The new Frontier of Personalized Medicine

Variation in drug response and side effects highlight the importance to develop novel therapeutic strategies for myasthenia gravis, to improve clinical decisions, and hence, therapeutic success via a more targeted choice in individual patients. Thus, the identification of molecular factors able to modulate and predict patient-specific treatment response represents a crucial medical need. Among genetic factors, our previous studies identified an association between response to azathioprine and two haplotypes, the TPMT*3E haplotype in the thiopurine S-methyltransferase and a haplotype in the ATP-binding cassette sub-family C member 6 transporter.[50,51] Moreover, non-responsiveness to glucocorticoid therapy in myasthenic patients was recently associated with genetic variants in the secreted phosphoprotein 1 (SPP1) gene, encoding osteopontin.[52]

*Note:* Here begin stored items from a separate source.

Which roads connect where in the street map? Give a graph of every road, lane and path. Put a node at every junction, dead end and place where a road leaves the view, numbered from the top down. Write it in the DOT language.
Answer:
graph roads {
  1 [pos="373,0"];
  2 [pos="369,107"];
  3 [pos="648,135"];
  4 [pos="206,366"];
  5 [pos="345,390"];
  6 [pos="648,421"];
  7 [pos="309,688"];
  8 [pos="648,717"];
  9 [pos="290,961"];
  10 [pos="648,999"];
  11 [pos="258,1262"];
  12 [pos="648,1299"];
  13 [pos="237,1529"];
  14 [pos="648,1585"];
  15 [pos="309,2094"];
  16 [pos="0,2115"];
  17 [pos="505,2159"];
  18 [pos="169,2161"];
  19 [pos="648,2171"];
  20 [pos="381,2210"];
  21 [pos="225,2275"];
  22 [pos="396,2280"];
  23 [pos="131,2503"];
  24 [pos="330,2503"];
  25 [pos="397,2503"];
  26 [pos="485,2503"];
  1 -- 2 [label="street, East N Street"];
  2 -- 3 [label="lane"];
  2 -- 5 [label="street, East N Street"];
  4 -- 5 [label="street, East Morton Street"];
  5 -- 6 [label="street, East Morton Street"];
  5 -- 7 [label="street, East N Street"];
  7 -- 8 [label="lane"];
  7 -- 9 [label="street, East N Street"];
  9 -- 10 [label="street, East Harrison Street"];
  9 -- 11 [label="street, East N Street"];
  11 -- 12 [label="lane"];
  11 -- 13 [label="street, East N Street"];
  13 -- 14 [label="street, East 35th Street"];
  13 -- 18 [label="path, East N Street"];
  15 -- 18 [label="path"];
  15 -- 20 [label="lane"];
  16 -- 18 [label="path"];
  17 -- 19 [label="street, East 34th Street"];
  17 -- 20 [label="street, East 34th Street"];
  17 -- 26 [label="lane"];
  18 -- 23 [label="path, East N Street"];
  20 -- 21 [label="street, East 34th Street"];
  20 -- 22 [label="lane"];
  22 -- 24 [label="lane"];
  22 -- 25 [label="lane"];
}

Serological levels of free immunoglobulin light chains (FLCs), indicative of B-cell activity, represent a useful predictor of RTX therapeutic efficacy in autoimmune diseases, such as rheumatoid arthritis and systemic lupus erythematosus.[53,54] Recently, Basile et al.[55] demonstrated a significant increase in free κ chains in both AChR-MG and MuSK-MG patients, and a significant reduction of both free κ and λ chains in a MuSK-MG patient after 2 months of RTX treatment, suggesting a potential role of FLC as biomarkers of RTX therapy response in myasthenia gravis patients.

Due to their well known function in modulating both immune response and drug metabolism,[56,57] microRNAs (miRNAs) are promising 'pharmacoepigenetics' markers for autoimmune conditions. Dysregulated miRNA expression has been described in serum, peripheral blood cells and thymus of myasthenic patients,[58,59,60] suggesting a significant contribution of these molecules to the disease pathogenesis, as well as their potential role as predictive biomarkers to improve stratification of patients within a personalized medicine framework. Among miRNAs, circulating miR-21-5p, miR-150-5p and miR-30e-5p were recently found to correlate with clinical improvement after initiation of immunosuppression in late-onset myasthenia gravis patients,[61] and mir-30e-5p was described as predictor of generalization in patients with ocular disease,[62] supporting a potential value of these molecules as disease biomarkers potentially associated with treatment response.

Personalized medicine is a big challenge in autoimmune conditions. Further investigations aimed at revealing serological, pharmacogenomics and pharmaco-miR biomarkers, able to predict patient-specific drug efficacy, promise to open new perspectives towards the development of novel and more efficient personalized therapeutic approaches.